Roadshow Films Pty Ltd & others v iiNet Ltd (commonly known as AFACT v iiNet) was a case, commenced in the Federal Court of Australia, and then heard on appeal in the Full Federal Court and High Court of Australia.

The litigation was commenced by Roadshow Australia and other movie and television studio members of the organisation then known Australian Federation Against Copyright Theft (AFACT) against iiNet, which in 2008 was Australia's third-largest Internet service provider (ISP).

The trial was one of the first to be live-tweeted in Australian courts, and was done so with permission of the judge.

AFACT claimed that iiNet authorised primary copyright infringement by failing to take reasonable steps to prevent its customers from downloading and sharing infringing copies of films and television programs using BitTorrent.

The trial court delivered judgment on 4 February 2010, dismissing the application and awarding costs to iiNet. An appeal to the Full Court of the Federal Court was dismissed by Emmett and Nicholas JJ (Jagot J dissenting). A subsequent appeal to the High Court was unanimously dismissed on 20 April 2012.

This case is important in copyright law of Australia because it tests copyright law changes required in the Australia–United States Free Trade Agreement, and set a precedent for future law suits about the responsibility of Australian Internet service providers with regards to copyright infringement via their services.

==Background==
The case against iiNet was filed on 20 November 2008. Speaking on behalf of Village Roadshow, Universal Pictures, Warner Bros. Entertainment, Paramount Pictures, Sony Pictures Entertainment, Twentieth Century Fox Film Corporation, Disney Enterprises, Inc., the Seven Network and others, AFACT claimed that iiNet "had ignored requests from the companies to discipline its customers for breaking copyright laws." The managing director of iiNet, Michael Malone, claimed that "iiNet cannot disconnect a customer's phone line based on an allegation. The alleged offence needs to be pursued by the police and proven in the courts. iiNet would then be able to disconnect the service as it had been proven that the customer had breached our Customer Relations Agreement,"

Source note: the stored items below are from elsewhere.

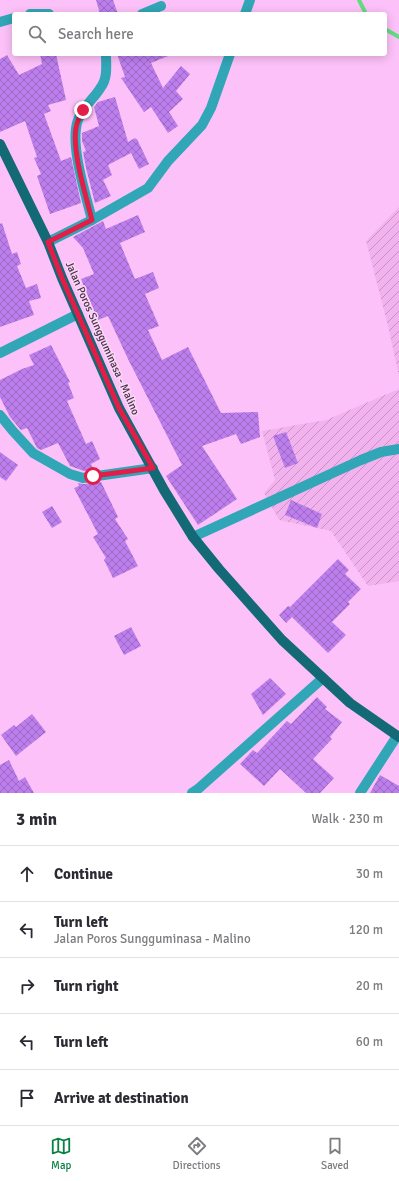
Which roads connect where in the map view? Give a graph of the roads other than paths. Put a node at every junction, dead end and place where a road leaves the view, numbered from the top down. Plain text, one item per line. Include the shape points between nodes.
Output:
1 (250, 0) edge
2 (161, 6) dead end
3 (147, 12) edge
4 (246, 12) edge
5 (12, 19) edge
6 (0, 22) edge
7 (106, 56) edge
8 (229, 56) edge
9 (0, 144) edge
10 (92, 220) junction
11 (48, 242) junction
12 (78, 314) junction
13 (0, 353) edge
14 (0, 415) edge
15 (399, 449) edge
16 (153, 468) junction
17 (194, 536) junction
18 (323, 678) junction
19 (398, 736) edge
20 (192, 793) edge
21 (360, 793) edge

1 - 4 street
2 - 3 street
5 - 6 street
7 - 10 street via 102,86 86,104 76,128 78,159
8 - 10 street via 211,108 202,125 168,161 148,188
9 - 11 main road, Jalan Poros Sungguminasa - Malino
10 - 11 street
11 - 12 main road, Jalan Poros Sungguminasa - Malino
12 - 13 street
12 - 16 main road, Jalan Poros Sungguminasa - Malino via 119,408
14 - 16 street via 34,453 70,474 83,478
15 - 17 street via 381,452 361,460
16 - 17 main road, Jalan Poros Sungguminasa - Malino
17 - 18 main road, Jalan Poros Sungguminasa - Malino via 257,614
18 - 19 main road, Jalan Poros Sungguminasa - Malino via 350,703
18 - 20 street
19 - 21 street

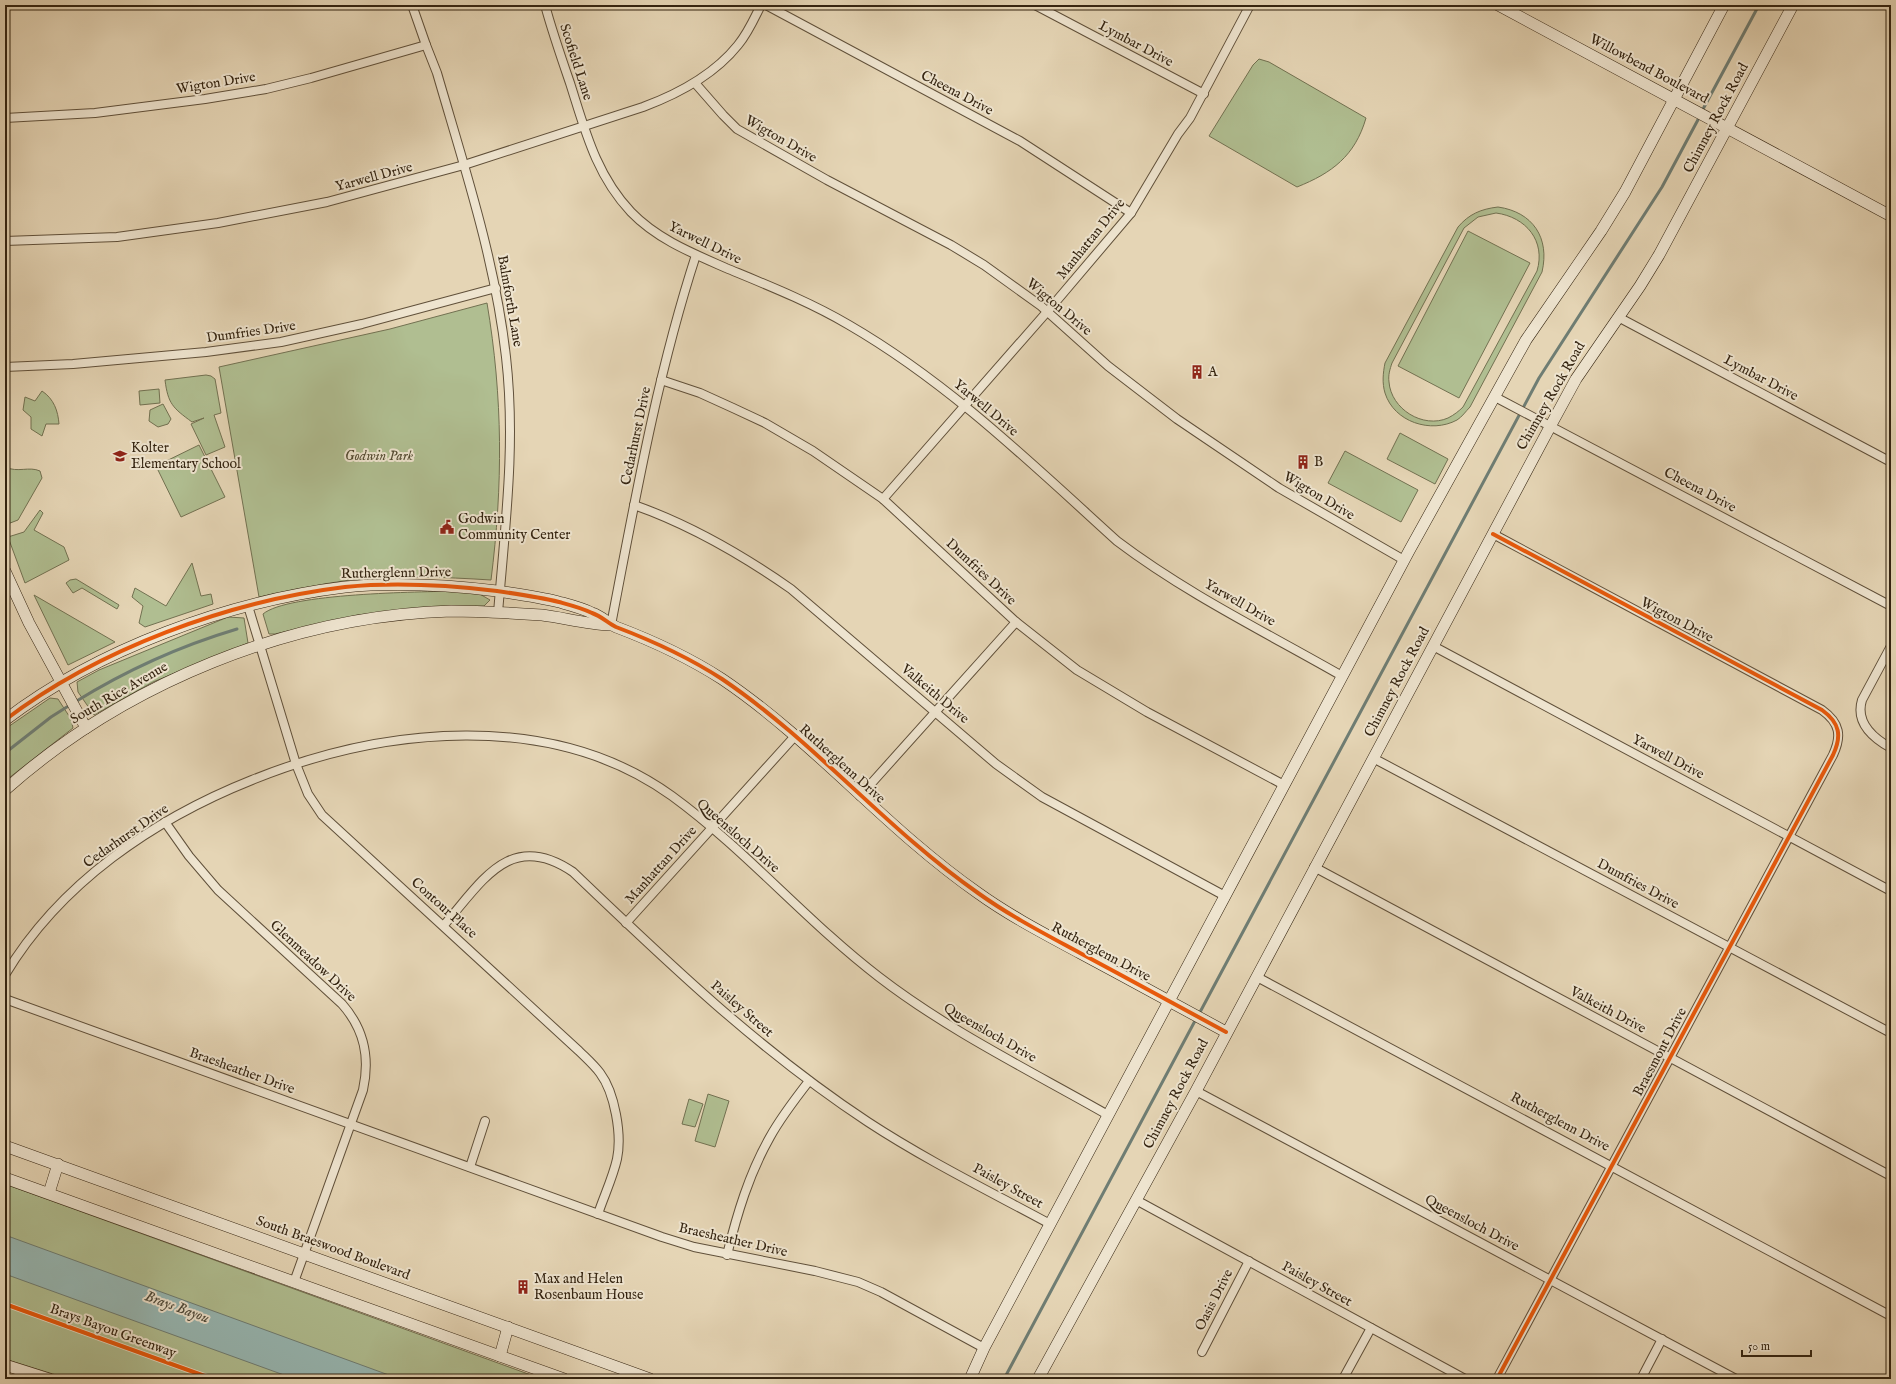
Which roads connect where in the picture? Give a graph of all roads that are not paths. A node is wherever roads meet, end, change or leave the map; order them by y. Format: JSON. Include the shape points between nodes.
{"nodes":[{"id":1,"x":412,"y":5,"type":"edge"},
{"id":2,"x":545,"y":5,"type":"edge"},
{"id":3,"x":762,"y":5,"type":"edge"},
{"id":4,"x":766,"y":5,"type":"edge"},
{"id":5,"x":1035,"y":5,"type":"edge"},
{"id":6,"x":1250,"y":5,"type":"edge"},
{"id":7,"x":1498,"y":5,"type":"edge"},
{"id":8,"x":1724,"y":5,"type":"edge"},
{"id":9,"x":1793,"y":5,"type":"edge"},
{"id":10,"x":426,"y":45,"type":"junction"},
{"id":11,"x":695,"y":83,"type":"junction"},
{"id":12,"x":1204,"y":94,"type":"junction"},
{"id":13,"x":1676,"y":100,"type":"junction"},
{"id":14,"x":5,"y":118,"type":"edge"},
{"id":15,"x":583,"y":126,"type":"junction"},
{"id":16,"x":1727,"y":129,"type":"junction"},
{"id":17,"x":464,"y":166,"type":"junction"},
{"id":18,"x":1131,"y":213,"type":"junction"},
{"id":19,"x":1891,"y":216,"type":"edge"},
{"id":20,"x":5,"y":241,"type":"edge"},
{"id":21,"x":696,"y":255,"type":"junction"},
{"id":22,"x":496,"y":288,"type":"junction"},
{"id":23,"x":1047,"y":312,"type":"junction"},
{"id":24,"x":1618,"y":317,"type":"junction"},
{"id":25,"x":5,"y":368,"type":"edge"},
{"id":26,"x":661,"y":380,"type":"junction"},
{"id":27,"x":1496,"y":397,"type":"junction"},
{"id":28,"x":965,"y":405,"type":"junction"},
{"id":29,"x":1550,"y":425,"type":"junction"},
{"id":30,"x":1891,"y":462,"type":"edge"},
{"id":31,"x":883,"y":499,"type":"junction"},
{"id":32,"x":634,"y":505,"type":"junction"},
{"id":33,"x":1493,"y":534,"type":"junction"},
{"id":34,"x":1404,"y":560,"type":"junction"},
{"id":35,"x":5,"y":571,"type":"edge"},
{"id":36,"x":499,"y":591,"type":"junction"},
{"id":37,"x":248,"y":606,"type":"junction"},
{"id":38,"x":1891,"y":606,"type":"edge"},
{"id":39,"x":498,"y":613,"type":"junction"},
{"id":40,"x":1016,"y":622,"type":"junction"},
{"id":41,"x":611,"y":625,"type":"junction"},
{"id":42,"x":261,"y":645,"type":"junction"},
{"id":43,"x":1433,"y":646,"type":"junction"},
{"id":44,"x":1891,"y":646,"type":"edge"},
{"id":45,"x":1342,"y":676,"type":"junction"},
{"id":46,"x":61,"y":683,"type":"junction"},
{"id":47,"x":935,"y":711,"type":"junction"},
{"id":48,"x":5,"y":720,"type":"edge"},
{"id":49,"x":86,"y":728,"type":"junction"},
{"id":50,"x":1839,"y":735,"type":"joint"},
{"id":51,"x":795,"y":736,"type":"junction"},
{"id":52,"x":1891,"y":748,"type":"edge"},
{"id":53,"x":1373,"y":758,"type":"junction"},
{"id":54,"x":296,"y":764,"type":"junction"},
{"id":55,"x":1284,"y":786,"type":"junction"},
{"id":56,"x":5,"y":790,"type":"edge"},
{"id":57,"x":860,"y":796,"type":"junction"},
{"id":58,"x":165,"y":822,"type":"junction"},
{"id":59,"x":713,"y":828,"type":"junction"},
{"id":60,"x":1789,"y":837,"type":"junction"},
{"id":61,"x":1314,"y":867,"type":"junction"},
{"id":62,"x":1891,"y":891,"type":"edge"},
{"id":63,"x":1225,"y":896,"type":"junction"},
{"id":64,"x":626,"y":923,"type":"junction"},
{"id":65,"x":444,"y":925,"type":"junction"},
{"id":66,"x":1729,"y":947,"type":"junction"},
{"id":67,"x":5,"y":975,"type":"edge"},
{"id":68,"x":1257,"y":977,"type":"junction"},
{"id":69,"x":5,"y":999,"type":"edge"},
{"id":70,"x":1169,"y":1001,"type":"junction"},
{"id":71,"x":1226,"y":1032,"type":"junction"},
{"id":72,"x":1891,"y":1033,"type":"edge"},
{"id":73,"x":1670,"y":1058,"type":"junction"},
{"id":74,"x":809,"y":1081,"type":"junction"},
{"id":75,"x":1196,"y":1091,"type":"junction"},
{"id":76,"x":1108,"y":1115,"type":"junction"},
{"id":77,"x":485,"y":1122,"type":"dead end"},
{"id":78,"x":350,"y":1124,"type":"junction"},
{"id":79,"x":5,"y":1146,"type":"edge"},
{"id":80,"x":58,"y":1164,"type":"junction"},
{"id":81,"x":470,"y":1167,"type":"junction"},
{"id":82,"x":1611,"y":1167,"type":"junction"},
{"id":83,"x":1891,"y":1176,"type":"edge"},
{"id":84,"x":5,"y":1178,"type":"edge"},
{"id":85,"x":48,"y":1193,"type":"junction"},
{"id":86,"x":1136,"y":1200,"type":"junction"},
{"id":87,"x":598,"y":1214,"type":"junction"},
{"id":88,"x":1050,"y":1224,"type":"junction"},
{"id":89,"x":304,"y":1254,"type":"junction"},
{"id":90,"x":727,"y":1255,"type":"junction"},
{"id":91,"x":1249,"y":1261,"type":"junction"},
{"id":92,"x":1550,"y":1280,"type":"junction"},
{"id":93,"x":294,"y":1282,"type":"junction"},
{"id":94,"x":1891,"y":1316,"type":"edge"},
{"id":95,"x":508,"y":1327,"type":"junction"},
{"id":96,"x":1371,"y":1328,"type":"junction"},
{"id":97,"x":1662,"y":1340,"type":"junction"},
{"id":98,"x":984,"y":1348,"type":"junction"},
{"id":99,"x":1202,"y":1352,"type":"dead end"},
{"id":100,"x":500,"y":1356,"type":"junction"},
{"id":101,"x":5,"y":1365,"type":"edge"},
{"id":102,"x":49,"y":1379,"type":"edge"},
{"id":103,"x":564,"y":1379,"type":"edge"},
{"id":104,"x":650,"y":1379,"type":"edge"},
{"id":105,"x":970,"y":1379,"type":"edge"},
{"id":106,"x":1038,"y":1379,"type":"edge"},
{"id":107,"x":1343,"y":1379,"type":"edge"},
{"id":108,"x":1466,"y":1379,"type":"edge"},
{"id":109,"x":1497,"y":1379,"type":"edge"},
{"id":110,"x":1641,"y":1379,"type":"edge"},
{"id":111,"x":1736,"y":1379,"type":"edge"}],
"edges":[{"from":1,"to":10,"type":"street","name":"Balmforth Lane"},
{"from":2,"to":15,"type":"street","name":"Scofield Lane"},
{"from":3,"to":11,"type":"street","via":[[737,46]]},
{"from":4,"to":18,"type":"street","name":"Cheena Drive","via":[[1020,141]]},
{"from":5,"to":12,"type":"street","name":"Lymbar Drive"},
{"from":6,"to":12,"type":"street","name":"Manhattan Drive"},
{"from":7,"to":13,"type":"main road","name":"Willowbend Boulevard"},
{"from":8,"to":13,"type":"main road"},
{"from":9,"to":16,"type":"main road","name":"Chimney Rock Road"},
{"from":10,"to":14,"type":"street","name":"Wigton Drive","via":[[311,78],[235,94],[94,113]]},
{"from":10,"to":17,"type":"street","name":"Balmforth Lane","via":[[437,73]]},
{"from":11,"to":15,"type":"street","via":[[643,107]]},
{"from":11,"to":23,"type":"street","name":"Wigton Drive","via":[[723,116],[751,138],[951,245],[1008,282]]},
{"from":12,"to":18,"type":"street","name":"Manhattan Drive"},
{"from":13,"to":16,"type":"main road","name":"Willowbend Boulevard"},
{"from":13,"to":27,"type":"main road","via":[[1625,192],[1526,340]]},
{"from":15,"to":17,"type":"street","name":"Yarwell Drive"},
{"from":15,"to":21,"type":"street","name":"Yarwell Drive","via":[[596,163],[632,212],[651,230],[672,244]]},
{"from":16,"to":19,"type":"main road","name":"Willowbend Boulevard"},
{"from":16,"to":24,"type":"main road","name":"Chimney Rock Road","via":[[1659,255]]},
{"from":17,"to":20,"type":"street","name":"Yarwell Drive","via":[[327,202],[218,223],[117,237]]},
{"from":17,"to":22,"type":"street","name":"Balmforth Lane"},
{"from":18,"to":23,"type":"street","name":"Manhattan Drive"},
{"from":21,"to":26,"type":"street","name":"Cedarhurst Drive","via":[[679,306]]},
{"from":21,"to":28,"type":"street","name":"Yarwell Drive","via":[[794,297],[848,324],[927,376]]},
{"from":22,"to":25,"type":"street","name":"Dumfries Drive","via":[[362,324],[281,342],[206,352]]},
{"from":22,"to":36,"type":"street","name":"Balmforth Lane","via":[[506,358],[511,448]]},
{"from":23,"to":28,"type":"street","name":"Manhattan Drive"},
{"from":23,"to":34,"type":"street","name":"Wigton Drive","via":[[1108,366],[1177,419],[1279,488]]},
{"from":24,"to":29,"type":"main road","name":"Chimney Rock Road","via":[[1576,379]]},
{"from":24,"to":30,"type":"street","name":"Lymbar Drive"},
{"from":26,"to":31,"type":"street","name":"Dumfries Drive","via":[[700,393],[765,423],[813,451]]},
{"from":26,"to":32,"type":"street","name":"Cedarhurst Drive"},
{"from":27,"to":29,"type":"street","name":"Cheena Drive"},
{"from":27,"to":34,"type":"main road"},
{"from":28,"to":31,"type":"street","name":"Manhattan Drive"},
{"from":28,"to":45,"type":"street","name":"Yarwell Drive","via":[[1117,541],[1141,559]]},
{"from":29,"to":33,"type":"main road","name":"Chimney Rock Road"},
{"from":29,"to":38,"type":"street","name":"Cheena Drive"},
{"from":31,"to":40,"type":"street","name":"Dumfries Drive"},
{"from":32,"to":41,"type":"street","name":"Cedarhurst Drive"},
{"from":32,"to":47,"type":"street","name":"Valkeith Drive","via":[[695,530],[791,589]]},
{"from":33,"to":43,"type":"main road","name":"Chimney Rock Road"},
{"from":33,"to":50,"type":"street","name":"Wigton Drive","via":[[1822,710],[1832,719]]},
{"from":34,"to":45,"type":"main road"},
{"from":35,"to":46,"type":"main road","via":[[29,624]]},
{"from":36,"to":37,"type":"main road","name":"Rutherglenn Drive","via":[[427,584],[365,586],[321,591]]},
{"from":36,"to":39,"type":"street","name":"Balmforth Lane"},
{"from":36,"to":41,"type":"main road","name":"Rutherglenn Drive","via":[[557,602],[593,613]]},
{"from":37,"to":42,"type":"street","name":"Contour Place"},
{"from":37,"to":46,"type":"main road","via":[[152,638]]},
{"from":39,"to":41,"type":"main road","name":"Rutherglenn Drive"},
{"from":39,"to":42,"type":"main road","name":"Rutherglenn Drive","via":[[452,611],[394,615],[310,631]]},
{"from":40,"to":47,"type":"street"},
{"from":40,"to":55,"type":"street","name":"Dumfries Drive","via":[[1055,654],[1105,688]]},
{"from":41,"to":51,"type":"main road","name":"Rutherglenn Drive","via":[[690,659],[750,699]]},
{"from":42,"to":49,"type":"main road","name":"South Rice Avenue","via":[[179,676],[128,702]]},
{"from":42,"to":54,"type":"street","name":"Contour Place"},
{"from":43,"to":53,"type":"main road","name":"Chimney Rock Road"},
{"from":43,"to":60,"type":"street","name":"Yarwell Drive"},
{"from":44,"to":52,"type":"street","via":[[1862,700],[1860,714],[1877,740]]},
{"from":45,"to":55,"type":"main road"},
{"from":46,"to":48,"type":"main road"},
{"from":46,"to":49,"type":"main road"},
{"from":47,"to":57,"type":"street"},
{"from":47,"to":63,"type":"street","name":"Valkeith Drive","via":[[996,764],[1042,797]]},
{"from":49,"to":56,"type":"main road","name":"South Rice Avenue","via":[[50,753]]},
{"from":50,"to":60,"type":"street","name":"Braesmont Drive","via":[[1833,756]]},
{"from":51,"to":57,"type":"main road","name":"Rutherglenn Drive"},
{"from":51,"to":59,"type":"street","name":"Manhattan Drive"},
{"from":53,"to":61,"type":"main road","name":"Chimney Rock Road"},
{"from":53,"to":66,"type":"street","name":"Dumfries Drive"},
{"from":54,"to":58,"type":"street","name":"Cedarhurst Drive","via":[[214,796]]},
{"from":54,"to":59,"type":"street","name":"Queensloch Drive","via":[[383,741],[465,734],[558,745],[614,763],[644,778]]},
{"from":54,"to":65,"type":"street","name":"Contour Place","via":[[308,794],[322,815]]},
{"from":55,"to":63,"type":"main road"},
{"from":57,"to":70,"type":"main road","name":"Rutherglenn Drive","via":[[945,869],[1001,909]]},
{"from":58,"to":67,"type":"street","name":"Cedarhurst Drive","via":[[96,871],[68,895],[19,952]]},
{"from":58,"to":78,"type":"street","name":"Glenmeadow Drive","via":[[218,890],[352,1015],[363,1036],[367,1075]]},
{"from":59,"to":64,"type":"street","name":"Manhattan Drive"},
{"from":59,"to":76,"type":"street","name":"Queensloch Drive","via":[[842,947],[907,998],[987,1047]]},
{"from":60,"to":62,"type":"street","name":"Yarwell Drive"},
{"from":60,"to":66,"type":"street","name":"Braesmont Drive"},
{"from":61,"to":68,"type":"main road","name":"Chimney Rock Road"},
{"from":61,"to":73,"type":"street","name":"Valkeith Drive"},
{"from":63,"to":70,"type":"main road"},
{"from":64,"to":65,"type":"street","name":"Paisley Street","via":[[573,872],[560,863],[533,856],[505,861],[494,869]]},
{"from":64,"to":74,"type":"street","name":"Paisley Street","via":[[726,1014]]},
{"from":65,"to":87,"type":"street","name":"Contour Place","via":[[601,1074],[610,1092],[619,1139],[617,1159]]},
{"from":66,"to":72,"type":"street","name":"Dumfries Drive"},
{"from":66,"to":73,"type":"street","name":"Braesmont Drive"},
{"from":68,"to":71,"type":"main road","name":"Chimney Rock Road"},
{"from":68,"to":82,"type":"street","name":"Rutherglenn Drive"},
{"from":69,"to":78,"type":"street","name":"Braesheather Drive"},
{"from":70,"to":71,"type":"main road","name":"Rutherglenn Drive"},
{"from":70,"to":76,"type":"main road"},
{"from":71,"to":75,"type":"main road","name":"Chimney Rock Road"},
{"from":73,"to":82,"type":"street","name":"Braesmont Drive"},
{"from":73,"to":83,"type":"street","name":"Valkeith Drive"},
{"from":74,"to":88,"type":"street","name":"Paisley Street","via":[[896,1140]]},
{"from":74,"to":90,"type":"street","via":[[781,1119],[756,1164],[735,1219]]},
{"from":75,"to":86,"type":"main road","name":"Chimney Rock Road"},
{"from":75,"to":92,"type":"street","name":"Queensloch Drive"},
{"from":76,"to":88,"type":"main road"},
{"from":77,"to":81,"type":"street"},
{"from":78,"to":81,"type":"street","name":"Braesheather Drive"},
{"from":78,"to":89,"type":"street","name":"Glenmeadow Drive"},
{"from":79,"to":80,"type":"main road","name":"South Braeswood Boulevard"},
{"from":80,"to":85,"type":"main road"},
{"from":80,"to":89,"type":"main road","name":"South Braeswood Boulevard"},
{"from":81,"to":87,"type":"street","name":"Braesheather Drive"},
{"from":82,"to":92,"type":"street","name":"Braesmont Drive"},
{"from":82,"to":94,"type":"street","name":"Rutherglenn Drive"},
{"from":84,"to":85,"type":"main road"},
{"from":85,"to":93,"type":"main road"},
{"from":86,"to":91,"type":"street","name":"Paisley Street"},
{"from":86,"to":106,"type":"main road","name":"Chimney Rock Road"},
{"from":87,"to":90,"type":"street","name":"Braesheather Drive","via":[[694,1247]]},
{"from":88,"to":98,"type":"main road"},
{"from":89,"to":93,"type":"street","name":"Glenmeadow Drive"},
{"from":89,"to":95,"type":"main road","name":"South Braeswood Boulevard"},
{"from":90,"to":98,"type":"street","name":"Braesheather Drive","via":[[815,1271],[858,1282]]},
{"from":91,"to":96,"type":"street","name":"Paisley Street"},
{"from":91,"to":99,"type":"street","name":"Oasis Drive"},
{"from":92,"to":97,"type":"street","name":"Queensloch Drive"},
{"from":92,"to":109,"type":"street","name":"Braesmont Drive"},
{"from":93,"to":100,"type":"main road"},
{"from":95,"to":100,"type":"main road"},
{"from":95,"to":104,"type":"main road","name":"South Braeswood Boulevard"},
{"from":96,"to":107,"type":"street"},
{"from":96,"to":108,"type":"street","name":"Paisley Street"},
{"from":97,"to":110,"type":"street"},
{"from":97,"to":111,"type":"street","name":"Queensloch Drive"},
{"from":98,"to":105,"type":"main road"},
{"from":100,"to":103,"type":"main road"},
{"from":101,"to":102,"type":"main road"}]}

The film companies' representative, AFACT, had conducted investigations into peer-to-peer-file-sharing network BitTorrent and found evidence that iiNet users had infringed the film companies' copyright. As of July 2008, AFACT sent notices to iiNet, providing information that iiNet users were using BitTorrent to infringe the copyright of the film companies. However, those notices had not enclosed AFACT's methodology. AFACT requested that iiNet prevent its users from infringing copyright through the suspension or termination of accounts of relevant users. The ISP did not act on AFACT's request, stating that, while copyright infringement was not approved, iiNet was not liable to take action on the basis of allegations.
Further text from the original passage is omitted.